[Data for this task — start]

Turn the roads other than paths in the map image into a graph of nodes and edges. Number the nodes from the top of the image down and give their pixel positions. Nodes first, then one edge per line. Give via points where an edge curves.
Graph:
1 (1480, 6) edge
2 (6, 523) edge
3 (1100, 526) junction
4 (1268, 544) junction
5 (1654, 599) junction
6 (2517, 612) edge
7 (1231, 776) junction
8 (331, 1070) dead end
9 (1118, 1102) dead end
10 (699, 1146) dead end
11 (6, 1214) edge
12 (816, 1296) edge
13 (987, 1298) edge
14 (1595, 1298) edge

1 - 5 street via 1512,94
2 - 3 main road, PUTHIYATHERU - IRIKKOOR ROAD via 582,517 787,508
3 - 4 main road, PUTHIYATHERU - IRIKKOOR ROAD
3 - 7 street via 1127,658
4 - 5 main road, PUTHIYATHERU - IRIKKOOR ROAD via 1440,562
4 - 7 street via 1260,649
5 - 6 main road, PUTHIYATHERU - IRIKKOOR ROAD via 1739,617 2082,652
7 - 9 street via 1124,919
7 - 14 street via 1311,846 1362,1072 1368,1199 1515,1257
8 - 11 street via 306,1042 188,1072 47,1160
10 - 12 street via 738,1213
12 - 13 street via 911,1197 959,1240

[Data for this task — finish]

> What this task involves:
Write out all the records above one more time, exactly.

> Output below:
Turn the roads other than paths in the map image into a graph of nodes and edges. Number the nodes from the top of the image down and give their pixel positions. Nodes first, then one edge per line. Give via points where an edge curves.
Graph:
1 (1480, 6) edge
2 (6, 523) edge
3 (1100, 526) junction
4 (1268, 544) junction
5 (1654, 599) junction
6 (2517, 612) edge
7 (1231, 776) junction
8 (331, 1070) dead end
9 (1118, 1102) dead end
10 (699, 1146) dead end
11 (6, 1214) edge
12 (816, 1296) edge
13 (987, 1298) edge
14 (1595, 1298) edge

1 - 5 street via 1512,94
2 - 3 main road, PUTHIYATHERU - IRIKKOOR ROAD via 582,517 787,508
3 - 4 main road, PUTHIYATHERU - IRIKKOOR ROAD
3 - 7 street via 1127,658
4 - 5 main road, PUTHIYATHERU - IRIKKOOR ROAD via 1440,562
4 - 7 street via 1260,649
5 - 6 main road, PUTHIYATHERU - IRIKKOOR ROAD via 1739,617 2082,652
7 - 9 street via 1124,919
7 - 14 street via 1311,846 1362,1072 1368,1199 1515,1257
8 - 11 street via 306,1042 188,1072 47,1160
10 - 12 street via 738,1213
12 - 13 street via 911,1197 959,1240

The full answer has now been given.